Only an exact copy of the entries, stripped of pictures, will serve as the answer.
Extracted material: Begin
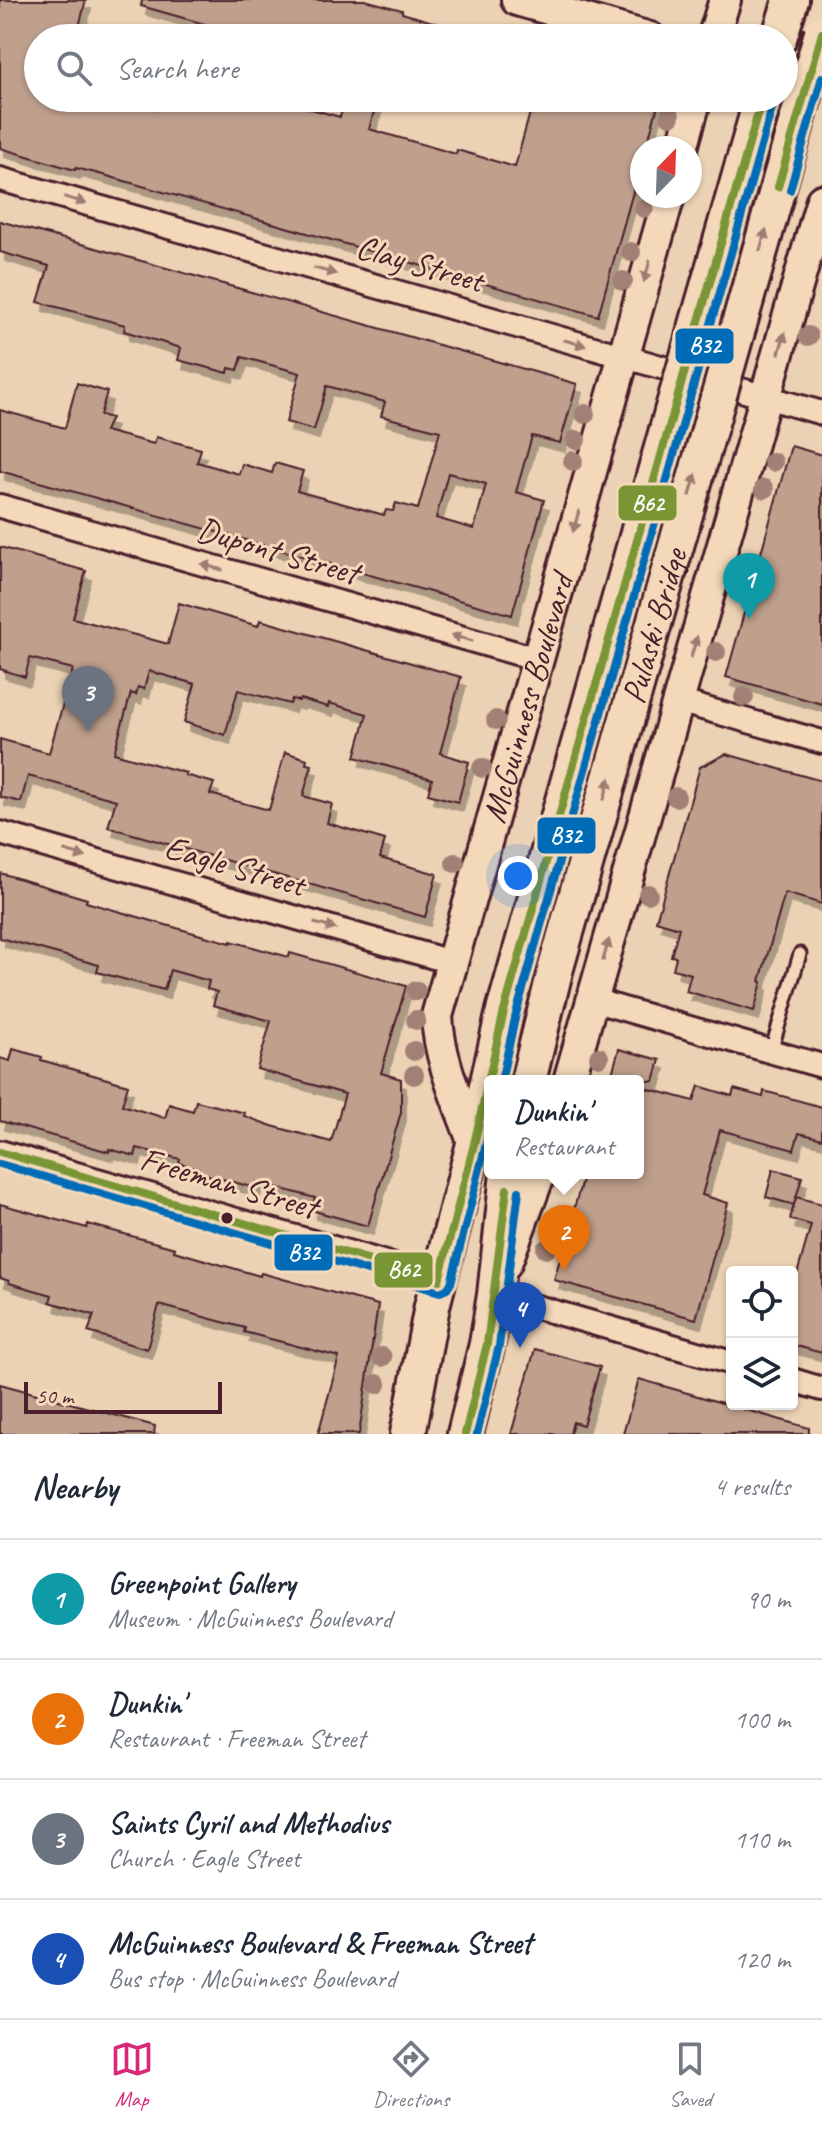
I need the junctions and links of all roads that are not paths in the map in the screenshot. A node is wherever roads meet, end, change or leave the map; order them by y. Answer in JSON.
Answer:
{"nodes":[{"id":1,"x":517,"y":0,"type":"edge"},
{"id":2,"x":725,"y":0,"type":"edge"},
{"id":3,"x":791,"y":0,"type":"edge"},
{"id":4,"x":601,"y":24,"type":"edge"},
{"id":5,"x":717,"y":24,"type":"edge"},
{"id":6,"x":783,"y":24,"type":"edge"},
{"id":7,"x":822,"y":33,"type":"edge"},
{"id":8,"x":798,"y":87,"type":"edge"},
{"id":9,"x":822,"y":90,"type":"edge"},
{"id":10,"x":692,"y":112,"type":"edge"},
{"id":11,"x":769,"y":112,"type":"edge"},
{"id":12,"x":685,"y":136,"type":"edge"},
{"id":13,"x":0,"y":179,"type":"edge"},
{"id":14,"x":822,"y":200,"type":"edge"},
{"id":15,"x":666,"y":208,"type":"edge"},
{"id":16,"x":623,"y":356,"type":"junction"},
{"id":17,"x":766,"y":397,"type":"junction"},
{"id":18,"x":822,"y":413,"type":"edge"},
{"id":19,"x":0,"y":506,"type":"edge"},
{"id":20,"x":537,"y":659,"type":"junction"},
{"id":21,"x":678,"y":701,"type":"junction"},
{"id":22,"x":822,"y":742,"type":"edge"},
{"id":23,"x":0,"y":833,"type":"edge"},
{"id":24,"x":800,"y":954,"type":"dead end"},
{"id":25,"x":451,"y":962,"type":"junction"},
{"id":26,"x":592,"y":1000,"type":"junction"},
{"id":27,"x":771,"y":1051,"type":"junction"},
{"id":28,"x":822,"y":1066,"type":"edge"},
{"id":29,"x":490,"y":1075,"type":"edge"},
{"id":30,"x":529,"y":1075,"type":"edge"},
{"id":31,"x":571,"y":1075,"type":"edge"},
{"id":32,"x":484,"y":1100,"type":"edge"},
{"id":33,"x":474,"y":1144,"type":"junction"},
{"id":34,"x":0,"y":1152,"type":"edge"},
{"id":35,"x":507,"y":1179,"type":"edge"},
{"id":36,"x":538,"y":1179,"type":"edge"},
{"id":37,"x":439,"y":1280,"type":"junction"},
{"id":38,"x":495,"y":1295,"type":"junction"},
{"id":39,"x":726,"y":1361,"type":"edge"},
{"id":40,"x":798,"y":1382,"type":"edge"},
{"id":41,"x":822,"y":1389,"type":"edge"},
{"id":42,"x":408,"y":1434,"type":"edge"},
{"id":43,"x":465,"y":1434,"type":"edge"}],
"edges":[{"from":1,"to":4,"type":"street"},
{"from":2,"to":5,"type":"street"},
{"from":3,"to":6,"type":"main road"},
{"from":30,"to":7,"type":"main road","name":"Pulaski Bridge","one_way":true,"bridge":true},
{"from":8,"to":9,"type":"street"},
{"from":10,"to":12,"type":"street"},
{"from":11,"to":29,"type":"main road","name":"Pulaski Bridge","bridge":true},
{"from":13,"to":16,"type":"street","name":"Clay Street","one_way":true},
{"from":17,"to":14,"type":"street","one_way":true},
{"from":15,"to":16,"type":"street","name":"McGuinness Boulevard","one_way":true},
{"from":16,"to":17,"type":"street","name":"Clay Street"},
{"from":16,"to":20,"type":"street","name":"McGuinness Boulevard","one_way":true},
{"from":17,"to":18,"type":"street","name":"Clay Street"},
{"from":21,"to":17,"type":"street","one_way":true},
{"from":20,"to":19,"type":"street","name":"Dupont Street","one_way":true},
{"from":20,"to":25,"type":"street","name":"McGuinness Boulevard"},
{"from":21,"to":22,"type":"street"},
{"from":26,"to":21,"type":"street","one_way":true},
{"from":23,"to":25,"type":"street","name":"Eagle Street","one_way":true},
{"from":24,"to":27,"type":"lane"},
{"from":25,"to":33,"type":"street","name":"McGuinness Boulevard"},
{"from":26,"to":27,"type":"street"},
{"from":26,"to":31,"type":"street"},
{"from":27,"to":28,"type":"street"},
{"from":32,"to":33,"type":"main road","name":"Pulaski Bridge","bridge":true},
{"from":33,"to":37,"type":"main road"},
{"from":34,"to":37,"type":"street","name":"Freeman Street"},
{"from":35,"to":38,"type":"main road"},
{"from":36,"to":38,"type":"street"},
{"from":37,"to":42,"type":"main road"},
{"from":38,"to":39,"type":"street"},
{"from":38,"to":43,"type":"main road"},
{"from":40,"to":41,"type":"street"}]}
Extracted material: End
• Your response:
I need the junctions and links of all roads that are not paths in the map in the screenshot. A node is wherever roads meet, end, change or leave the map; order them by y. Answer in JSON.
Answer:
{"nodes":[{"id":1,"x":517,"y":0,"type":"edge"},
{"id":2,"x":725,"y":0,"type":"edge"},
{"id":3,"x":791,"y":0,"type":"edge"},
{"id":4,"x":601,"y":24,"type":"edge"},
{"id":5,"x":717,"y":24,"type":"edge"},
{"id":6,"x":783,"y":24,"type":"edge"},
{"id":7,"x":822,"y":33,"type":"edge"},
{"id":8,"x":798,"y":87,"type":"edge"},
{"id":9,"x":822,"y":90,"type":"edge"},
{"id":10,"x":692,"y":112,"type":"edge"},
{"id":11,"x":769,"y":112,"type":"edge"},
{"id":12,"x":685,"y":136,"type":"edge"},
{"id":13,"x":0,"y":179,"type":"edge"},
{"id":14,"x":822,"y":200,"type":"edge"},
{"id":15,"x":666,"y":208,"type":"edge"},
{"id":16,"x":623,"y":356,"type":"junction"},
{"id":17,"x":766,"y":397,"type":"junction"},
{"id":18,"x":822,"y":413,"type":"edge"},
{"id":19,"x":0,"y":506,"type":"edge"},
{"id":20,"x":537,"y":659,"type":"junction"},
{"id":21,"x":678,"y":701,"type":"junction"},
{"id":22,"x":822,"y":742,"type":"edge"},
{"id":23,"x":0,"y":833,"type":"edge"},
{"id":24,"x":800,"y":954,"type":"dead end"},
{"id":25,"x":451,"y":962,"type":"junction"},
{"id":26,"x":592,"y":1000,"type":"junction"},
{"id":27,"x":771,"y":1051,"type":"junction"},
{"id":28,"x":822,"y":1066,"type":"edge"},
{"id":29,"x":490,"y":1075,"type":"edge"},
{"id":30,"x":529,"y":1075,"type":"edge"},
{"id":31,"x":571,"y":1075,"type":"edge"},
{"id":32,"x":484,"y":1100,"type":"edge"},
{"id":33,"x":474,"y":1144,"type":"junction"},
{"id":34,"x":0,"y":1152,"type":"edge"},
{"id":35,"x":507,"y":1179,"type":"edge"},
{"id":36,"x":538,"y":1179,"type":"edge"},
{"id":37,"x":439,"y":1280,"type":"junction"},
{"id":38,"x":495,"y":1295,"type":"junction"},
{"id":39,"x":726,"y":1361,"type":"edge"},
{"id":40,"x":798,"y":1382,"type":"edge"},
{"id":41,"x":822,"y":1389,"type":"edge"},
{"id":42,"x":408,"y":1434,"type":"edge"},
{"id":43,"x":465,"y":1434,"type":"edge"}],
"edges":[{"from":1,"to":4,"type":"street"},
{"from":2,"to":5,"type":"street"},
{"from":3,"to":6,"type":"main road"},
{"from":30,"to":7,"type":"main road","name":"Pulaski Bridge","one_way":true,"bridge":true},
{"from":8,"to":9,"type":"street"},
{"from":10,"to":12,"type":"street"},
{"from":11,"to":29,"type":"main road","name":"Pulaski Bridge","bridge":true},
{"from":13,"to":16,"type":"street","name":"Clay Street","one_way":true},
{"from":17,"to":14,"type":"street","one_way":true},
{"from":15,"to":16,"type":"street","name":"McGuinness Boulevard","one_way":true},
{"from":16,"to":17,"type":"street","name":"Clay Street"},
{"from":16,"to":20,"type":"street","name":"McGuinness Boulevard","one_way":true},
{"from":17,"to":18,"type":"street","name":"Clay Street"},
{"from":21,"to":17,"type":"street","one_way":true},
{"from":20,"to":19,"type":"street","name":"Dupont Street","one_way":true},
{"from":20,"to":25,"type":"street","name":"McGuinness Boulevard"},
{"from":21,"to":22,"type":"street"},
{"from":26,"to":21,"type":"street","one_way":true},
{"from":23,"to":25,"type":"street","name":"Eagle Street","one_way":true},
{"from":24,"to":27,"type":"lane"},
{"from":25,"to":33,"type":"street","name":"McGuinness Boulevard"},
{"from":26,"to":27,"type":"street"},
{"from":26,"to":31,"type":"street"},
{"from":27,"to":28,"type":"street"},
{"from":32,"to":33,"type":"main road","name":"Pulaski Bridge","bridge":true},
{"from":33,"to":37,"type":"main road"},
{"from":34,"to":37,"type":"street","name":"Freeman Street"},
{"from":35,"to":38,"type":"main road"},
{"from":36,"to":38,"type":"street"},
{"from":37,"to":42,"type":"main road"},
{"from":38,"to":39,"type":"street"},
{"from":38,"to":43,"type":"main road"},
{"from":40,"to":41,"type":"street"}]}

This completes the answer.